Source material >>
____

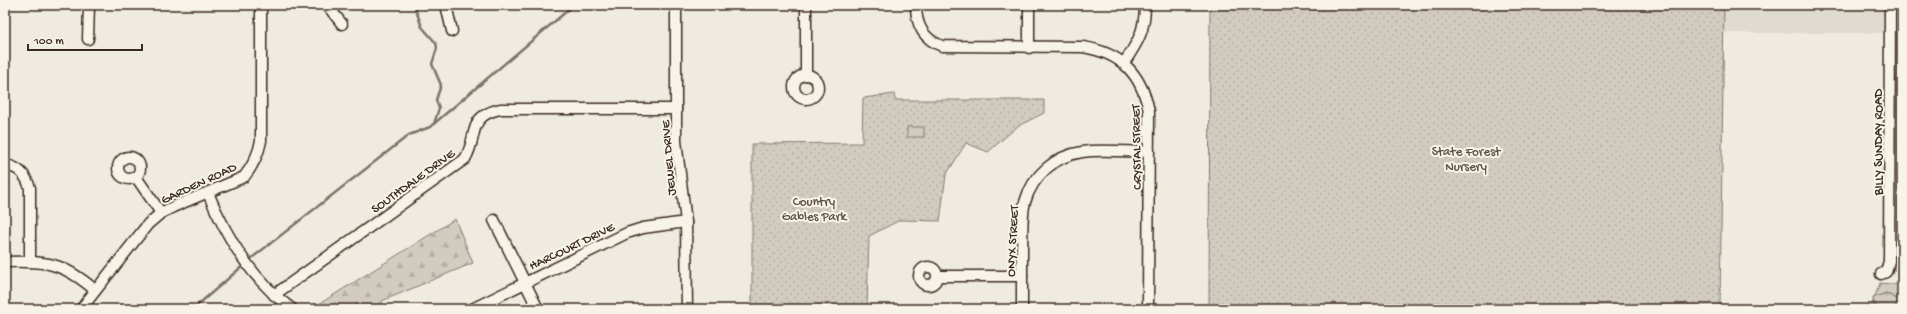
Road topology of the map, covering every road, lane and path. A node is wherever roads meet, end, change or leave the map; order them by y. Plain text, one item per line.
1 (89, 5) edge
2 (261, 5) edge
3 (327, 5) edge
4 (446, 5) edge
5 (676, 5) edge
6 (806, 5) edge
7 (916, 5) edge
8 (1029, 5) edge
9 (1145, 5) edge
10 (1890, 5) edge
11 (342, 24) dead end
12 (452, 31) dead end
13 (88, 39) dead end
14 (1029, 48) junction
15 (1124, 62) junction
16 (806, 75) dead end
17 (676, 109) junction
18 (1149, 152) junction
19 (5, 166) edge
20 (136, 177) dead end
21 (208, 193) junction
22 (161, 213) junction
23 (494, 220) dead end
24 (686, 222) junction
25 (5, 262) edge
26 (30, 262) junction
27 (1881, 274) dead end
28 (938, 276) dead end
29 (1022, 276) junction
30 (525, 282) junction
31 (95, 290) junction
32 (274, 295) junction
33 (81, 309) edge
34 (292, 309) edge
35 (472, 309) edge
36 (538, 309) edge
37 (687, 309) edge
38 (1022, 309) edge
39 (1148, 309) edge

1 - 13 street
2 - 21 street, GARDEN ROAD
3 - 11 street
4 - 12 street
5 - 17 street, JEWEL DRIVE
6 - 16 street
7 - 14 street, CRYSTAL STREET
8 - 14 street
9 - 15 street
10 - 27 street, BILLY SUNDAY ROAD
14 - 15 street, CRYSTAL STREET
15 - 18 street, CRYSTAL STREET
17 - 24 street, JEWEL DRIVE
17 - 32 street, SOUTHDALE DRIVE
18 - 29 street, ONYX STREET
18 - 39 street, CRYSTAL STREET
19 - 26 street
20 - 22 street
21 - 22 street, GARDEN ROAD
21 - 32 street
22 - 31 street, GARDEN ROAD
23 - 30 street
24 - 30 street, HARCOURT DRIVE
24 - 37 street, JEWEL DRIVE
25 - 26 street
26 - 31 street
28 - 29 street
29 - 38 street, ONYX STREET
30 - 35 street, HARCOURT DRIVE
30 - 36 street
31 - 33 street, GARDEN ROAD
32 - 34 street

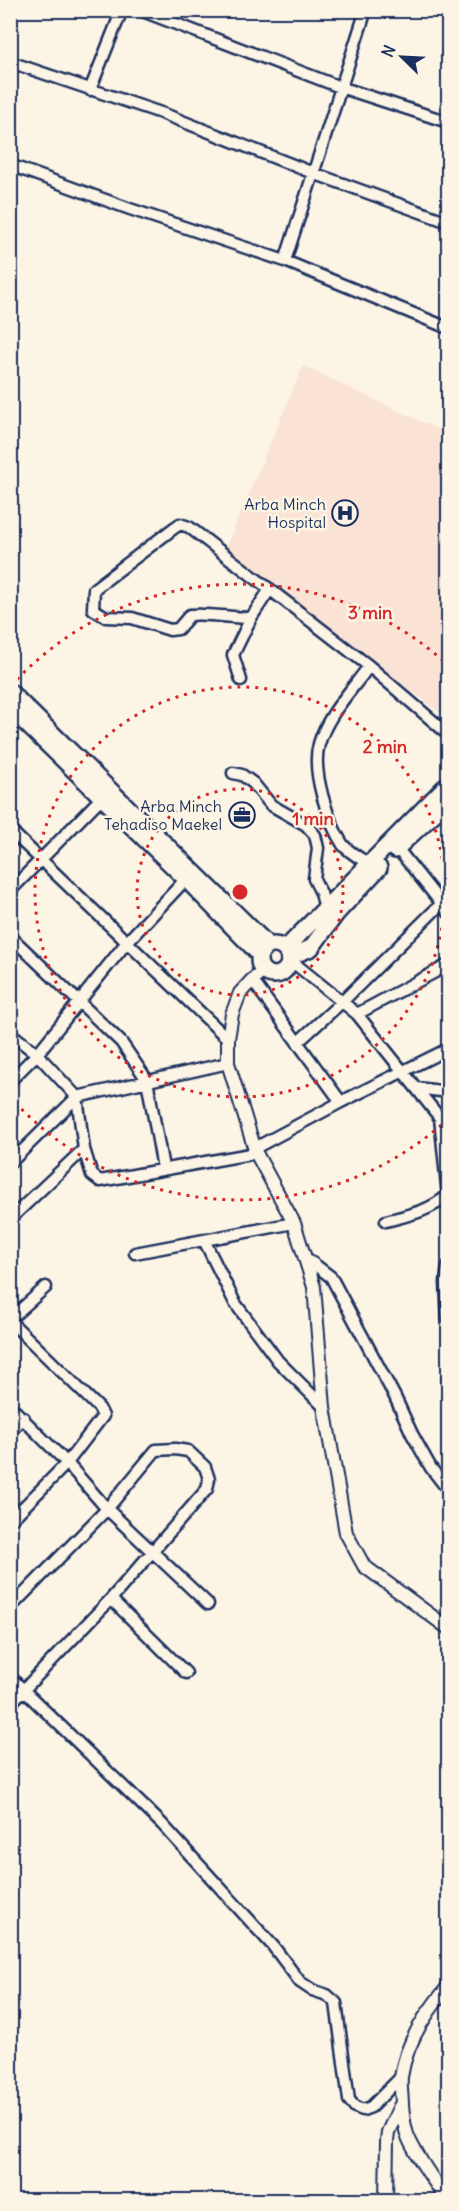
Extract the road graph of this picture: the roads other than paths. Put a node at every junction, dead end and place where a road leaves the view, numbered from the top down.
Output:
1 (122, 10) edge
2 (140, 10) edge
3 (366, 10) edge
4 (10, 62) edge
5 (340, 87) junction
6 (90, 90) junction
7 (448, 122) edge
8 (10, 165) edge
9 (313, 173) junction
10 (448, 222) edge
11 (285, 261) junction
12 (448, 328) edge
13 (270, 590) junction
14 (250, 618) junction
15 (369, 666) junction
16 (242, 680) dead end
17 (10, 692) edge
18 (11, 711) edge
19 (448, 734) edge
20 (233, 773) dead end
21 (448, 784) edge
22 (106, 793) junction
23 (448, 801) edge
24 (10, 830) edge
25 (397, 848) junction
26 (40, 860) junction
27 (369, 864) junction
28 (186, 879) junction
29 (10, 891) edge
30 (446, 903) edge
31 (325, 909) junction
32 (10, 936) edge
33 (127, 942) junction
34 (265, 950) junction
35 (288, 955) junction
36 (448, 965) edge
37 (258, 976) junction
38 (79, 1002) junction
39 (344, 1002) junction
40 (357, 1014) junction
41 (10, 1033) edge
42 (228, 1039) junction
43 (298, 1042) junction
44 (448, 1049) edge
45 (38, 1054) junction
46 (228, 1063) junction
47 (404, 1073) junction
48 (147, 1080) junction
49 (10, 1081) edge
50 (417, 1088) junction
51 (448, 1092) edge
52 (77, 1098) junction
53 (341, 1102) junction
54 (84, 1149) junction
55 (256, 1150) junction
56 (10, 1163) edge
57 (447, 1163) edge
58 (163, 1168) junction
59 (448, 1196) edge
60 (10, 1219) edge
61 (386, 1221) dead end
62 (294, 1223) junction
63 (204, 1240) junction
64 (135, 1253) dead end
65 (306, 1258) junction
66 (448, 1266) edge
67 (46, 1287) dead end
68 (448, 1319) edge
69 (10, 1320) edge
70 (448, 1377) edge
71 (448, 1384) edge
72 (10, 1406) edge
73 (324, 1407) junction
74 (24, 1418) junction
75 (10, 1431) edge
76 (67, 1463) junction
77 (448, 1490) edge
78 (107, 1509) junction
79 (10, 1521) edge
80 (154, 1551) junction
81 (111, 1599) junction
82 (208, 1604) dead end
83 (10, 1608) edge
84 (448, 1628) edge
85 (186, 1673) dead end
86 (10, 1677) edge
87 (23, 1690) junction
88 (10, 1704) edge
89 (448, 1987) edge
90 (401, 2077) junction
91 (402, 2102) junction
92 (386, 2200) edge
93 (447, 2200) edge

1 - 6 street
2 - 5 street
3 - 5 street
4 - 6 street
5 - 7 street
5 - 9 street
6 - 9 street
8 - 11 street
9 - 10 street
9 - 11 street
11 - 12 street
13 - 14 street
13 - 14 street
13 - 15 street
14 - 16 street
15 - 19 street
15 - 27 street
17 - 22 main road
18 - 22 main road
20 - 31 street
21 - 27 main road
22 - 26 street
22 - 28 main road
22 - 34 main road
23 - 25 main road
24 - 26 street
25 - 30 street
25 - 35 main road
26 - 29 street
26 - 33 street
27 - 31 main road
28 - 33 street
28 - 34 main road
30 - 39 street
31 - 35 main road
32 - 38 street
33 - 38 street
33 - 42 street
34 - 35 main road
34 - 37 main road
35 - 37 main road
35 - 39 street
36 - 40 street
37 - 42 street
37 - 43 street
38 - 45 street
38 - 48 street
39 - 40 street
39 - 43 street
40 - 47 street
41 - 45 street
42 - 46 street
43 - 53 street
44 - 47 street
45 - 49 street
45 - 52 street
46 - 48 street
46 - 55 street
47 - 50 street
47 - 53 street
48 - 52 street
48 - 58 street
50 - 51 street
50 - 57 street
52 - 54 street
52 - 56 street
53 - 55 street
54 - 58 street
54 - 60 street
55 - 58 street
55 - 62 street
57 - 59 street
59 - 61 street
62 - 63 street
62 - 65 street
63 - 64 street
63 - 73 street
65 - 73 street
65 - 77 street
66 - 68 street
67 - 69 street
69 - 76 street
70 - 71 street
72 - 74 street
73 - 84 street
74 - 75 street
74 - 76 street
76 - 78 street
76 - 79 street
78 - 80 street
78 - 80 street
78 - 83 street
80 - 81 street
80 - 82 street
81 - 85 street
81 - 87 street
86 - 87 street
87 - 88 street
87 - 90 street
89 - 90 street
90 - 91 street
91 - 92 street
91 - 93 street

____

Could the entries above be written out word for word, with no pictures?

Road topology of the map, covering every road, lane and path. A node is wherever roads meet, end, change or leave the map; order them by y. Plain text, one item per line.
1 (89, 5) edge
2 (261, 5) edge
3 (327, 5) edge
4 (446, 5) edge
5 (676, 5) edge
6 (806, 5) edge
7 (916, 5) edge
8 (1029, 5) edge
9 (1145, 5) edge
10 (1890, 5) edge
11 (342, 24) dead end
12 (452, 31) dead end
13 (88, 39) dead end
14 (1029, 48) junction
15 (1124, 62) junction
16 (806, 75) dead end
17 (676, 109) junction
18 (1149, 152) junction
19 (5, 166) edge
20 (136, 177) dead end
21 (208, 193) junction
22 (161, 213) junction
23 (494, 220) dead end
24 (686, 222) junction
25 (5, 262) edge
26 (30, 262) junction
27 (1881, 274) dead end
28 (938, 276) dead end
29 (1022, 276) junction
30 (525, 282) junction
31 (95, 290) junction
32 (274, 295) junction
33 (81, 309) edge
34 (292, 309) edge
35 (472, 309) edge
36 (538, 309) edge
37 (687, 309) edge
38 (1022, 309) edge
39 (1148, 309) edge

1 - 13 street
2 - 21 street, GARDEN ROAD
3 - 11 street
4 - 12 street
5 - 17 street, JEWEL DRIVE
6 - 16 street
7 - 14 street, CRYSTAL STREET
8 - 14 street
9 - 15 street
10 - 27 street, BILLY SUNDAY ROAD
14 - 15 street, CRYSTAL STREET
15 - 18 street, CRYSTAL STREET
17 - 24 street, JEWEL DRIVE
17 - 32 street, SOUTHDALE DRIVE
18 - 29 street, ONYX STREET
18 - 39 street, CRYSTAL STREET
19 - 26 street
20 - 22 street
21 - 22 street, GARDEN ROAD
21 - 32 street
22 - 31 street, GARDEN ROAD
23 - 30 street
24 - 30 street, HARCOURT DRIVE
24 - 37 street, JEWEL DRIVE
25 - 26 street
26 - 31 street
28 - 29 street
29 - 38 street, ONYX STREET
30 - 35 street, HARCOURT DRIVE
30 - 36 street
31 - 33 street, GARDEN ROAD
32 - 34 street

Extract the road graph of this picture: the roads other than paths. Put a node at every junction, dead end and place where a road leaves the view, numbered from the top down.
Output:
1 (122, 10) edge
2 (140, 10) edge
3 (366, 10) edge
4 (10, 62) edge
5 (340, 87) junction
6 (90, 90) junction
7 (448, 122) edge
8 (10, 165) edge
9 (313, 173) junction
10 (448, 222) edge
11 (285, 261) junction
12 (448, 328) edge
13 (270, 590) junction
14 (250, 618) junction
15 (369, 666) junction
16 (242, 680) dead end
17 (10, 692) edge
18 (11, 711) edge
19 (448, 734) edge
20 (233, 773) dead end
21 (448, 784) edge
22 (106, 793) junction
23 (448, 801) edge
24 (10, 830) edge
25 (397, 848) junction
26 (40, 860) junction
27 (369, 864) junction
28 (186, 879) junction
29 (10, 891) edge
30 (446, 903) edge
31 (325, 909) junction
32 (10, 936) edge
33 (127, 942) junction
34 (265, 950) junction
35 (288, 955) junction
36 (448, 965) edge
37 (258, 976) junction
38 (79, 1002) junction
39 (344, 1002) junction
40 (357, 1014) junction
41 (10, 1033) edge
42 (228, 1039) junction
43 (298, 1042) junction
44 (448, 1049) edge
45 (38, 1054) junction
46 (228, 1063) junction
47 (404, 1073) junction
48 (147, 1080) junction
49 (10, 1081) edge
50 (417, 1088) junction
51 (448, 1092) edge
52 (77, 1098) junction
53 (341, 1102) junction
54 (84, 1149) junction
55 (256, 1150) junction
56 (10, 1163) edge
57 (447, 1163) edge
58 (163, 1168) junction
59 (448, 1196) edge
60 (10, 1219) edge
61 (386, 1221) dead end
62 (294, 1223) junction
63 (204, 1240) junction
64 (135, 1253) dead end
65 (306, 1258) junction
66 (448, 1266) edge
67 (46, 1287) dead end
68 (448, 1319) edge
69 (10, 1320) edge
70 (448, 1377) edge
71 (448, 1384) edge
72 (10, 1406) edge
73 (324, 1407) junction
74 (24, 1418) junction
75 (10, 1431) edge
76 (67, 1463) junction
77 (448, 1490) edge
78 (107, 1509) junction
79 (10, 1521) edge
80 (154, 1551) junction
81 (111, 1599) junction
82 (208, 1604) dead end
83 (10, 1608) edge
84 (448, 1628) edge
85 (186, 1673) dead end
86 (10, 1677) edge
87 (23, 1690) junction
88 (10, 1704) edge
89 (448, 1987) edge
90 (401, 2077) junction
91 (402, 2102) junction
92 (386, 2200) edge
93 (447, 2200) edge

1 - 6 street
2 - 5 street
3 - 5 street
4 - 6 street
5 - 7 street
5 - 9 street
6 - 9 street
8 - 11 street
9 - 10 street
9 - 11 street
11 - 12 street
13 - 14 street
13 - 14 street
13 - 15 street
14 - 16 street
15 - 19 street
15 - 27 street
17 - 22 main road
18 - 22 main road
20 - 31 street
21 - 27 main road
22 - 26 street
22 - 28 main road
22 - 34 main road
23 - 25 main road
24 - 26 street
25 - 30 street
25 - 35 main road
26 - 29 street
26 - 33 street
27 - 31 main road
28 - 33 street
28 - 34 main road
30 - 39 street
31 - 35 main road
32 - 38 street
33 - 38 street
33 - 42 street
34 - 35 main road
34 - 37 main road
35 - 37 main road
35 - 39 street
36 - 40 street
37 - 42 street
37 - 43 street
38 - 45 street
38 - 48 street
39 - 40 street
39 - 43 street
40 - 47 street
41 - 45 street
42 - 46 street
43 - 53 street
44 - 47 street
45 - 49 street
45 - 52 street
46 - 48 street
46 - 55 street
47 - 50 street
47 - 53 street
48 - 52 street
48 - 58 street
50 - 51 street
50 - 57 street
52 - 54 street
52 - 56 street
53 - 55 street
54 - 58 street
54 - 60 street
55 - 58 street
55 - 62 street
57 - 59 street
59 - 61 street
62 - 63 street
62 - 65 street
63 - 64 street
63 - 73 street
65 - 73 street
65 - 77 street
66 - 68 street
67 - 69 street
69 - 76 street
70 - 71 street
72 - 74 street
73 - 84 street
74 - 75 street
74 - 76 street
76 - 78 street
76 - 79 street
78 - 80 street
78 - 80 street
78 - 83 street
80 - 81 street
80 - 82 street
81 - 85 street
81 - 87 street
86 - 87 street
87 - 88 street
87 - 90 street
89 - 90 street
90 - 91 street
91 - 92 street
91 - 93 street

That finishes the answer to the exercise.